Yep. I was born in Chicago, and then my Mum—she’s a Waldorf teacher—got a job at the San Diego Waldorf school, so we moved out there when I was like seven.

And what’s one of your favourite childhood memories of growing up there?

I was in a circus for a while. Probably from seven till ten. I remember that as just a really fun moment in life.

No way. One that travelled around?

It wasn’t a travelling circus, it was just the San Diego circus. But yeah, that was really fun. I was doing gymnastics but it was too expensive, so circus was a much more creative, but similar alternative. If you’re doing trapeze, or trampoline, or tumbling, or any of those things, it requires similar flipping and jumping and all that stuff, which is what I liked about gymnastics; but thrown in you have all this other fun stuff like unicycling and juggling and tightwire. One of the other things I loved about growing up in San Diego—probably in late middle school all the way through high school—was that my friend Declan and I used to go on these really long walks. We didn’t have cars, and it was before we started biking everywhere, and we’d just go on these four to five mile walks or hikes around the city. We’d just walk anywhere we wanted to go, talk endlessly, and it was just a really cool way to get to know the city and all its shortcuts.

Can you still do circus tricks? Can you tumble or anything?

I definitely can’t tumble. I can still unicycle and juggle and walk a tightrope pretty well. I’ve actually been trying to get a little bit into unicycle cause… well, I started unicycling at school, partially because school had them as part of an after-school program. Then in the circus I got really into it, and one of my friends at the time was way more into it than I was, and kind of got into this niche of unicycling called ‘mountain unicycling’ or ‘Muni’ for short, which is exactly what it sounds like. Anyways, I was really into that for a little while, and I’ve been talking with my friend Michael [Cukr] about trying to put out a unicycle part, so I’m trying to get back into unicycle shape.

That’s so good. My sister bought one when she was living in Japan to try and get around easier, and she gave up the same day that she bought it. Too hard.

Yeah, it takes a minute.

So, I wanted to ask you about your music first off. What did you learn playing music in those early bands like Christy?

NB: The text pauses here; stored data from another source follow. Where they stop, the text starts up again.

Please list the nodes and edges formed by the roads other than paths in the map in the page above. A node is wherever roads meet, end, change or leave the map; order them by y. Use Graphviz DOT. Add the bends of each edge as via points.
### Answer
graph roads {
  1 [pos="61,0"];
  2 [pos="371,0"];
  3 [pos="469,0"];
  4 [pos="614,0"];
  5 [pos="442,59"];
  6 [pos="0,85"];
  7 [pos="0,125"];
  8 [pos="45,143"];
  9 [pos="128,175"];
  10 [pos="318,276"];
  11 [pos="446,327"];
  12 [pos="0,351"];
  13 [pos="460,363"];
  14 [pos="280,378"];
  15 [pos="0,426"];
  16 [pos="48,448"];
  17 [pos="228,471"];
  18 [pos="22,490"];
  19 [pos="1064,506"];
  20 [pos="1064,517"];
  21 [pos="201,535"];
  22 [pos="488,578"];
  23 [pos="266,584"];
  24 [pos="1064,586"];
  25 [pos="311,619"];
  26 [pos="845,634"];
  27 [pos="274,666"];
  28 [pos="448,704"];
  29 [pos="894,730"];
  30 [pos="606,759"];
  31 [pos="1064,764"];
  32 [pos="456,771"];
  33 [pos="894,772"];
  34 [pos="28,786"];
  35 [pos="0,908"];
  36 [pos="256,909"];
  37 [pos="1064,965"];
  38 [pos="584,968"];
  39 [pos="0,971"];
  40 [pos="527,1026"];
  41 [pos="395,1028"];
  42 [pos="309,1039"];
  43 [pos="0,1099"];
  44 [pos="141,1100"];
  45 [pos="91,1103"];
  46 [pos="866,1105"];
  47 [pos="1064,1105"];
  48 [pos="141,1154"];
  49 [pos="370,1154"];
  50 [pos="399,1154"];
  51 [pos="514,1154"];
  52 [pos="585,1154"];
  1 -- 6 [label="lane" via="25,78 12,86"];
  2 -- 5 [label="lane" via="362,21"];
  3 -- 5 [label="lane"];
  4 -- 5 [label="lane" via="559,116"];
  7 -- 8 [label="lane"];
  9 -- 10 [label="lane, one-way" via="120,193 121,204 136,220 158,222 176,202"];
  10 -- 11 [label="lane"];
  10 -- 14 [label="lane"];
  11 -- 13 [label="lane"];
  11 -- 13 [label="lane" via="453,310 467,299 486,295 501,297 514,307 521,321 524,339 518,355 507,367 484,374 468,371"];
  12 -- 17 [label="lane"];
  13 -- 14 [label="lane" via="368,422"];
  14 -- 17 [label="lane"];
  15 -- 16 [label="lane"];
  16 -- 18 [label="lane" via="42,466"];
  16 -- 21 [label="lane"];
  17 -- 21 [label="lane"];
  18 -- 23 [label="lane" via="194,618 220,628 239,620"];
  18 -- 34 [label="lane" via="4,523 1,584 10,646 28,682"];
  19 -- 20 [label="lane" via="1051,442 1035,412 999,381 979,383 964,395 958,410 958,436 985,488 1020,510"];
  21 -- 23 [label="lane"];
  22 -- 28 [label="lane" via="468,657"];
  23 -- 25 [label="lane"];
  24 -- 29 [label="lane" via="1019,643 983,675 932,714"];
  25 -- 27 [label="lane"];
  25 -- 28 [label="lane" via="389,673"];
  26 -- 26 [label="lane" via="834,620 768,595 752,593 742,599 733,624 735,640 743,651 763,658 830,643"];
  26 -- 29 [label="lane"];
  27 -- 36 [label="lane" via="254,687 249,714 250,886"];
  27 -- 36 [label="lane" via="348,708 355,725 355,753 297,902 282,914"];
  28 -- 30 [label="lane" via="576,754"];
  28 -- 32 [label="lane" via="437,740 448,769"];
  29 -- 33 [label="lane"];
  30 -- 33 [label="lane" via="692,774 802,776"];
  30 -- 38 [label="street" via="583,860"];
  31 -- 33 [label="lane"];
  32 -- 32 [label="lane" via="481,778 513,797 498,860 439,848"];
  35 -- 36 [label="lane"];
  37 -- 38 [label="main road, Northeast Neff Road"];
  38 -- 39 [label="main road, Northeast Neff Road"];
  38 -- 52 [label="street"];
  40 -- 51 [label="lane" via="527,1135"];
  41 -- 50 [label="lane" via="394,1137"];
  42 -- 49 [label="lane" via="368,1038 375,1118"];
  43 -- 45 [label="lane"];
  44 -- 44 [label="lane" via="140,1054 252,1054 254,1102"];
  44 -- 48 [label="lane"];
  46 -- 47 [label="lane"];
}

With Christy, I feel like that’s one of those times where it’s just pure discovery. I wrote as many songs as I could every day, and have friends come over and then we’d turn them into actual songs. We were fortunate to have friends who liked our music, and we knew people who booked shows and stuff, so it was just really, really fun. I think people inherently strive to make cool stuff—that was definitely me in high school with Christy—but there just was no expectations or precedent; it really didn’t matter what we did, just for because it was us and our friends it was just super fun. I think I was also directly copying the people I liked, just so I could learn how to write songs.

Who were some of the bands or musicians you were trying to emulate?

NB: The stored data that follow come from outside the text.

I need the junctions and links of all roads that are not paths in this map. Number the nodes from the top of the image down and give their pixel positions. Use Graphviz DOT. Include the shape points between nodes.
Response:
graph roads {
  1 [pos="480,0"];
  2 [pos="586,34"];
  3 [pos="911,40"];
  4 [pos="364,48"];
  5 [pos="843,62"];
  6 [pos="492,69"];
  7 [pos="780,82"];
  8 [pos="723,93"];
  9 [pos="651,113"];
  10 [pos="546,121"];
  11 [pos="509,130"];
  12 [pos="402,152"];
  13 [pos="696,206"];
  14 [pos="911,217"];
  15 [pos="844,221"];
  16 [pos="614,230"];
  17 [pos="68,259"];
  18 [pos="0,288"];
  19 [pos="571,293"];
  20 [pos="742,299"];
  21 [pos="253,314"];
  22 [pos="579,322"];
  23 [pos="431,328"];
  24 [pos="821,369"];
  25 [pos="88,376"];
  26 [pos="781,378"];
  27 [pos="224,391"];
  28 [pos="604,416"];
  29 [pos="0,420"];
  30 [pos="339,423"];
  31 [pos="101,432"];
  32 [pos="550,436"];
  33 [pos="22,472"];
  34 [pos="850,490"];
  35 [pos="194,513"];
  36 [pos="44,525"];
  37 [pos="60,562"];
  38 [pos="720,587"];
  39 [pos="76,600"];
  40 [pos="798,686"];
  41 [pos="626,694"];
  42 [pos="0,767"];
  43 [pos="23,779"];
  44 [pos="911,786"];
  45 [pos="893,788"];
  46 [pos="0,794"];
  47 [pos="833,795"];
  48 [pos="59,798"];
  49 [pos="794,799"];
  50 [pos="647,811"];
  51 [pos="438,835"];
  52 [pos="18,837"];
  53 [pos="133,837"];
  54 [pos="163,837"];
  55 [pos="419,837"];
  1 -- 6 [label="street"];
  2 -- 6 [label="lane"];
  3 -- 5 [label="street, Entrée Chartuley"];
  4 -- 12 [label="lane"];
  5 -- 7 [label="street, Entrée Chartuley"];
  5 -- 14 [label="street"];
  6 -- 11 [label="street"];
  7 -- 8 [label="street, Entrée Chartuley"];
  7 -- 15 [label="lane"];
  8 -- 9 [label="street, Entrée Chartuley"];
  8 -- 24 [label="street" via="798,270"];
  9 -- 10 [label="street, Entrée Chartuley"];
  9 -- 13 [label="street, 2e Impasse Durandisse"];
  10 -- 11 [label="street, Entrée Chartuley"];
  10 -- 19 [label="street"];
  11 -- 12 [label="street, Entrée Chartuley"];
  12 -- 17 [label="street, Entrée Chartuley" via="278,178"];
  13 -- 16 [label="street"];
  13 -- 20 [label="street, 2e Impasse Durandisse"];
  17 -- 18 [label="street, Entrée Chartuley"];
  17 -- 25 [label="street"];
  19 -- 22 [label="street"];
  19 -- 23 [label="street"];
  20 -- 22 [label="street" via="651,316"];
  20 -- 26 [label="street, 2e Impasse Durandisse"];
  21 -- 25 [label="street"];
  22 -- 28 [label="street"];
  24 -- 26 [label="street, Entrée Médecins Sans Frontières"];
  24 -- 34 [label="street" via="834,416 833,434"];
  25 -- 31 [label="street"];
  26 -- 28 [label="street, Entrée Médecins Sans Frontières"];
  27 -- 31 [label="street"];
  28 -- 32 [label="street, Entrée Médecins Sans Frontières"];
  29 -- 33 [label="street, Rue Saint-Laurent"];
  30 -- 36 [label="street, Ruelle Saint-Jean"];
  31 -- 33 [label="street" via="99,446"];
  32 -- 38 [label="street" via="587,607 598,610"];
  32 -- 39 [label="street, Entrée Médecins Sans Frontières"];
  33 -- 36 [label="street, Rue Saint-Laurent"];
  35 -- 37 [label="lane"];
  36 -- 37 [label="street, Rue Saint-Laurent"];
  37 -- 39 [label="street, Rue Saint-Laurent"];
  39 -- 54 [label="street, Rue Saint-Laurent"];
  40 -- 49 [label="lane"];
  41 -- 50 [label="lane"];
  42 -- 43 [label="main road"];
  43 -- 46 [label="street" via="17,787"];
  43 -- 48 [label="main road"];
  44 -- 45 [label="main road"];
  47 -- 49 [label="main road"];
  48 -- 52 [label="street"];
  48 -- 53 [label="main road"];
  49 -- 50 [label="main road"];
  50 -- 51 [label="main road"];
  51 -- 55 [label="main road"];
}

I mean, the biggest one would have been Girls, Christopher Owens—not that we did a very good job, but that’s what we were going for. But then also, like, The Strokes, Modest Mouse, and towards the end a little bit of Fugazi, which I don’t think we hit the mark on at all… not for lack of trying. My biggest takeaway was that it was really fun, and I think there was a lot of correlation between that and skateboarding, for me, in the sense that they’re both very community-oriented activities, but they’re also both kind of self-driven: if you want to go skateboard, you pick up a skateboard and then you go skateboard. There’s other people that skateboard that you can go make friends with, but you still have to do it, and I think the same is very true with music. They’re both things that embody that perfect balance between community and individual drive.

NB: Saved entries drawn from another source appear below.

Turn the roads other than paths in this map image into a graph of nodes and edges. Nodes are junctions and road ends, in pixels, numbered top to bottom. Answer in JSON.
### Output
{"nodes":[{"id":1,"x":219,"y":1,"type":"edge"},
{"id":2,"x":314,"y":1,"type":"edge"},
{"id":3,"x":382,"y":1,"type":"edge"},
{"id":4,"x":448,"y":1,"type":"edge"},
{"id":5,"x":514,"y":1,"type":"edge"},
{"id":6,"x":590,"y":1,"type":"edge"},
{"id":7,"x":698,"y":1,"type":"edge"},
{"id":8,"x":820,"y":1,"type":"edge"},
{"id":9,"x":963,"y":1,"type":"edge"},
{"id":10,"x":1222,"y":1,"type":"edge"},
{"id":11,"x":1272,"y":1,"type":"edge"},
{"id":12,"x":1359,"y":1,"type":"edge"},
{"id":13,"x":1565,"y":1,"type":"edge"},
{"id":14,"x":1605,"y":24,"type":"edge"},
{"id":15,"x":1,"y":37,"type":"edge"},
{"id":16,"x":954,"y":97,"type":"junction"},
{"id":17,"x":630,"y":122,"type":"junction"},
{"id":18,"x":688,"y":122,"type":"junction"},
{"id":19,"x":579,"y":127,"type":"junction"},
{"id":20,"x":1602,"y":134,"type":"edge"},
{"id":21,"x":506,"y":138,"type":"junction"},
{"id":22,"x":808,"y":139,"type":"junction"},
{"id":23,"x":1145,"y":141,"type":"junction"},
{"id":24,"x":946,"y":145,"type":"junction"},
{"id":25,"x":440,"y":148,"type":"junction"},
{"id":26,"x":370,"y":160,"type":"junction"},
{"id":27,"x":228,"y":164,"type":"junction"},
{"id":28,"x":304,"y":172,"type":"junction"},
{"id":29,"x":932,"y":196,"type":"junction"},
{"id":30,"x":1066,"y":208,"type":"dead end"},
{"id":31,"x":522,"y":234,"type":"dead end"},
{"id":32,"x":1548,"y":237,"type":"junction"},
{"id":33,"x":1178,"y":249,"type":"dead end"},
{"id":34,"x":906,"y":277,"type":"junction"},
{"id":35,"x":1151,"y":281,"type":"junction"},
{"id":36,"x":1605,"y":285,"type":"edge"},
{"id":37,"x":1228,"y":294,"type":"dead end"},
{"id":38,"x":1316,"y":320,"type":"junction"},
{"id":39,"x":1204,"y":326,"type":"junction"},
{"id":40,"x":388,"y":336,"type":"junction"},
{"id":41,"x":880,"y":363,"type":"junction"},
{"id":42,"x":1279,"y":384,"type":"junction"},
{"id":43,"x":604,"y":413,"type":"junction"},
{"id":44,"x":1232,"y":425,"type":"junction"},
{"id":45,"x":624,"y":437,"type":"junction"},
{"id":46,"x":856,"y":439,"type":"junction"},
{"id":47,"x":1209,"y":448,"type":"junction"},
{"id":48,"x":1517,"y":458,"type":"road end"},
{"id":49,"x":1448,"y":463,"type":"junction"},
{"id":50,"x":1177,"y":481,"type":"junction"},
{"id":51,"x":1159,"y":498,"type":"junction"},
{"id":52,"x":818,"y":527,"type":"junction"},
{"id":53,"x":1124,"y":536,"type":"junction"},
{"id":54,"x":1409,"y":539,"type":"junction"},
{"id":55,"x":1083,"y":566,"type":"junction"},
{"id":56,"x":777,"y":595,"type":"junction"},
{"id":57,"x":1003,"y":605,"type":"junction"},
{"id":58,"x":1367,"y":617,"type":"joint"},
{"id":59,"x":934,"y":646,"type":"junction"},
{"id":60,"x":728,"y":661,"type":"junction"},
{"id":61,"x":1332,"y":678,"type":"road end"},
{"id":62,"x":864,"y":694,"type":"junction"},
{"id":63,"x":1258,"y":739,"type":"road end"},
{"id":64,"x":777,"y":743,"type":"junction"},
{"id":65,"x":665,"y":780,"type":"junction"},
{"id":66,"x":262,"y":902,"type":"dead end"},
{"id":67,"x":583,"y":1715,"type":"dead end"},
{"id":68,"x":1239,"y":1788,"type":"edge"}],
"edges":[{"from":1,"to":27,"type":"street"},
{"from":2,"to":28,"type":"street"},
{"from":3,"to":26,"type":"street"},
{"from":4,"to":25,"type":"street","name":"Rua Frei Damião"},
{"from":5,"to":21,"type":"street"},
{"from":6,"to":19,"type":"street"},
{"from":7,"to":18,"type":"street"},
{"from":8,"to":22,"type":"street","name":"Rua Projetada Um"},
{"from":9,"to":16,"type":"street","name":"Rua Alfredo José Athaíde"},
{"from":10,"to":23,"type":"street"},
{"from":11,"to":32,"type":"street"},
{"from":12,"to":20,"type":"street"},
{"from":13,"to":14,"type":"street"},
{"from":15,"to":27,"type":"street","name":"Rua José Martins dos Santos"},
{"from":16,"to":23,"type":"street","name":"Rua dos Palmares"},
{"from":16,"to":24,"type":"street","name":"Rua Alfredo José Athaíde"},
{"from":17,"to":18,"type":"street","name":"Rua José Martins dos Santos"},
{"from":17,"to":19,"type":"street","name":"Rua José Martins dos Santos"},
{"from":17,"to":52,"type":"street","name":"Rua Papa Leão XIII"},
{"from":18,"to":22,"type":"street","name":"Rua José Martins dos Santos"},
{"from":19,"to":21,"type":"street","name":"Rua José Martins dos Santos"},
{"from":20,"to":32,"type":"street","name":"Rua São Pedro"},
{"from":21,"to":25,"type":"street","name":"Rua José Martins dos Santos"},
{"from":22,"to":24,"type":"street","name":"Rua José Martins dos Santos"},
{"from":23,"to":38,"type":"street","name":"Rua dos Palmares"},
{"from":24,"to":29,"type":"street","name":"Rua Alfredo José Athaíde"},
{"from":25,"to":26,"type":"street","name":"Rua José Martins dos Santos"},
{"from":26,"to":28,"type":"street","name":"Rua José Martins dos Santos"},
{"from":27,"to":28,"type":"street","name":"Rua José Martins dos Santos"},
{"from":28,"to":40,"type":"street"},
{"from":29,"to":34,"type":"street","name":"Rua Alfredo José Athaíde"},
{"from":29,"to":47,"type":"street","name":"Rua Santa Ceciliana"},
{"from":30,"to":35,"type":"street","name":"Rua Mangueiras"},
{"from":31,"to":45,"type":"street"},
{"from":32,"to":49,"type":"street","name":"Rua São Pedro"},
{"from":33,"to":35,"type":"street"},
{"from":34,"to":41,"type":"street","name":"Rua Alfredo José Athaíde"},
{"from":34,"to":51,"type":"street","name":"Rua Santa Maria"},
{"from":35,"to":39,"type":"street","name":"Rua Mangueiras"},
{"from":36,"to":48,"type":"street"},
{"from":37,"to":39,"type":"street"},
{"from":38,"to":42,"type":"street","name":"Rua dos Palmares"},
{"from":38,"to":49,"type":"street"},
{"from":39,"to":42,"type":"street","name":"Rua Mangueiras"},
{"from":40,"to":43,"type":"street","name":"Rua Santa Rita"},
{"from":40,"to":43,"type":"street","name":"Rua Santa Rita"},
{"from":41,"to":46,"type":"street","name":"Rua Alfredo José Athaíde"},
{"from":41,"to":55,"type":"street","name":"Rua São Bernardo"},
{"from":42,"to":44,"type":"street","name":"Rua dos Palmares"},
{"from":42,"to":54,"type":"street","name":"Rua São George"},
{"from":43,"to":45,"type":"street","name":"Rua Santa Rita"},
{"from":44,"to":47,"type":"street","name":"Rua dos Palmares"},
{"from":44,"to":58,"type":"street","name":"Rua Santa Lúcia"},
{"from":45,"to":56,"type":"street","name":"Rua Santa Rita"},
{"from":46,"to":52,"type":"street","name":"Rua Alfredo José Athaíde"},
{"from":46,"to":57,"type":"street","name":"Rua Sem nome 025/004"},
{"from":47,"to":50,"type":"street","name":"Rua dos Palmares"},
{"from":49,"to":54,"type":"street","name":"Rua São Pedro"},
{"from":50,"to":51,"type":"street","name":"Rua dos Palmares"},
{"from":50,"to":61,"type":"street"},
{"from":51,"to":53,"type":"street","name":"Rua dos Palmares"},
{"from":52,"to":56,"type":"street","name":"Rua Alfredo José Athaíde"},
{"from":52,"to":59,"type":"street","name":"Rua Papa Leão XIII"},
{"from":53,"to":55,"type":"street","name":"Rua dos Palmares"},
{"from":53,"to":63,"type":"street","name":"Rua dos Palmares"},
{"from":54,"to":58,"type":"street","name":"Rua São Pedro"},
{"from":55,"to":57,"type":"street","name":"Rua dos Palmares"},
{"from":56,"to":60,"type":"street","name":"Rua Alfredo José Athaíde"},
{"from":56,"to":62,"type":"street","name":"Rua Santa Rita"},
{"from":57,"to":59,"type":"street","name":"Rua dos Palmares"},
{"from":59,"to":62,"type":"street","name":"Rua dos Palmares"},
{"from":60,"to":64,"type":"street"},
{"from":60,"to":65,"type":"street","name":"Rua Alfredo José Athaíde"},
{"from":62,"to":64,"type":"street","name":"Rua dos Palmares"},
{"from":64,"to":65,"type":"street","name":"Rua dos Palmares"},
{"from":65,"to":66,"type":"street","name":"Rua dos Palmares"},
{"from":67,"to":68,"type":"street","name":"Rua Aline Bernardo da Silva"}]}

Yeah, definitely. I’ve been listening to a lot of the music on your SoundCloud, especially your album Hey, I Like You. Do you ever write music with the intention of it working with one of your films?

No, not necessarily, but I think it just works out that way because it’s all coming from me… There’s a lot of overlap between visual style and sonic style. But I think one thing I’ve discovered in the past year while trying to make music is that I don’t have much control over what I make. It’s a little different when I’m filming, because I know how to get what I want now, but with music is still very much pure discovery, which is awesome. It’s kind of one thing I’ve been trying to work on, especially Hey, I Like You, I kind of just wrote music exactly as I was feeling, and I spent a lot of time shaping it and re-recording it; I put a lot of thought and effort into it, but it was just like, ‘This is me, and this is my music.’ It’s a bit hard to perform live because it’s kind of mellow and a little blue, so I’ve been trying to figure out how I can find the balance of making music that is still very much me, but also make it funner [laughs], you know? So, if I play it live, it’s fun. Hey, I Like You very much lives within a specific context or body of work. I’d like to make things that can maybe be a bit more open-ended and still live in the world, but be more versatile.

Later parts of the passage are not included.